> _Activity_:
How many lines in the records below contain the word "main"? State that number and nothing more.

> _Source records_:
******************************

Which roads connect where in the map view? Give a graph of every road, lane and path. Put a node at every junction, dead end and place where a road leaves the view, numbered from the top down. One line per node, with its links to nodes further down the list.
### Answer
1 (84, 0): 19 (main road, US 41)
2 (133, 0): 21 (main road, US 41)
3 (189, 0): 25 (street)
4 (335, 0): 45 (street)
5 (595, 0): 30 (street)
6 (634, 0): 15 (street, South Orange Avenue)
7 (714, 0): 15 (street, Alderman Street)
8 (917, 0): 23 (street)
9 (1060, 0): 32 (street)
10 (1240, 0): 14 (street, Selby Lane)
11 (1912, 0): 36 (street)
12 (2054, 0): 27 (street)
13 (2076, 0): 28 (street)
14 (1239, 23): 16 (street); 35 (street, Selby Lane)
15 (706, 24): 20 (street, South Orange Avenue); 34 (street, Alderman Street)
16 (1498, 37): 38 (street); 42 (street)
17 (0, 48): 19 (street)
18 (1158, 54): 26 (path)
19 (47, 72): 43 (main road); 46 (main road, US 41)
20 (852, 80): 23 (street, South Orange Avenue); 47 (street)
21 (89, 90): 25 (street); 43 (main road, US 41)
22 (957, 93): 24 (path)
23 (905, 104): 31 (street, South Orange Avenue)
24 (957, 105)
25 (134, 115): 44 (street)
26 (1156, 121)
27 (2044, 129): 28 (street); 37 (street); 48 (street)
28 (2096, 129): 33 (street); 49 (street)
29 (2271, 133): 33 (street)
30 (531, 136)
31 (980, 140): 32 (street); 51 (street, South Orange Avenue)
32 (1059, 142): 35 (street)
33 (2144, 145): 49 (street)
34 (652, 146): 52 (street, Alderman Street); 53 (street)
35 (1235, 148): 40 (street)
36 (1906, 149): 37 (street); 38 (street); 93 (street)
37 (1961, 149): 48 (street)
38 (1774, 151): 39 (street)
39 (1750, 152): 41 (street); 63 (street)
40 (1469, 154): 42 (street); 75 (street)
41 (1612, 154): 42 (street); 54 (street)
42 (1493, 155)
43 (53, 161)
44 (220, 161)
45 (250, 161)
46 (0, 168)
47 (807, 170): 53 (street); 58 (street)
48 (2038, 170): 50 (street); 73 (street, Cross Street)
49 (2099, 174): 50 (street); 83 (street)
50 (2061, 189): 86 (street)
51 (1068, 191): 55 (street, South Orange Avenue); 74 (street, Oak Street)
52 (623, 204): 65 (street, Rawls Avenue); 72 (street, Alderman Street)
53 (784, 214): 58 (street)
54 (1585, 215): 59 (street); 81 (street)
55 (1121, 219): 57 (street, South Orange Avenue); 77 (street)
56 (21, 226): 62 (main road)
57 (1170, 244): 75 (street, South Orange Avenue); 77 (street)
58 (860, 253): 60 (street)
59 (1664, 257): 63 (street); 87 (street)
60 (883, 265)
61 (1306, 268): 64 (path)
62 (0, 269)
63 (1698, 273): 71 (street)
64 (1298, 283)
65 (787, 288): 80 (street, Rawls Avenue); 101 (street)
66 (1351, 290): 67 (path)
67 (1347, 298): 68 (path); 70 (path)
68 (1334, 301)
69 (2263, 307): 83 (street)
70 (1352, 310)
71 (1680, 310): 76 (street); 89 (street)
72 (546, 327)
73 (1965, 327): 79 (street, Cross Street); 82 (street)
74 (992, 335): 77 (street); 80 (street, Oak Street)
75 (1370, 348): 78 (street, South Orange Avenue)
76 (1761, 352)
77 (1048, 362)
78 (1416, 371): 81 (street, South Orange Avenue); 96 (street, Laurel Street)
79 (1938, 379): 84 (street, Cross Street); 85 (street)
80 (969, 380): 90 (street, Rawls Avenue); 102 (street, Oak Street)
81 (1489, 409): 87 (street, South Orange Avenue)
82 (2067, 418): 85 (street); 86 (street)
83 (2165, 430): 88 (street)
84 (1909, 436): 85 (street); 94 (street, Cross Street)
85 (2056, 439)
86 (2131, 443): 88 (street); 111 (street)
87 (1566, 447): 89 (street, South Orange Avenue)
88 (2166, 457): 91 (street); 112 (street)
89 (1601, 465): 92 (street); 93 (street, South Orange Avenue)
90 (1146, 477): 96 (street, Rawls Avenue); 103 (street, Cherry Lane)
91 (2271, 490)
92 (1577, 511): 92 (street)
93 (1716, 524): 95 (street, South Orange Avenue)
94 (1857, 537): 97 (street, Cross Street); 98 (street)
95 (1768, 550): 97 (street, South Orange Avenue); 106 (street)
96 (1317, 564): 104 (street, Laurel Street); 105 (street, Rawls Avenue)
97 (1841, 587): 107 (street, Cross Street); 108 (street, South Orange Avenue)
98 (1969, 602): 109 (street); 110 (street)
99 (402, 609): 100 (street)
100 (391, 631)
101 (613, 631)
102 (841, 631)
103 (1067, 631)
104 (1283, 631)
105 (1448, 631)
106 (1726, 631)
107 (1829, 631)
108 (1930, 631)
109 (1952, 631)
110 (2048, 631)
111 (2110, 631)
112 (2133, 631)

******************************

> _Response box_:
5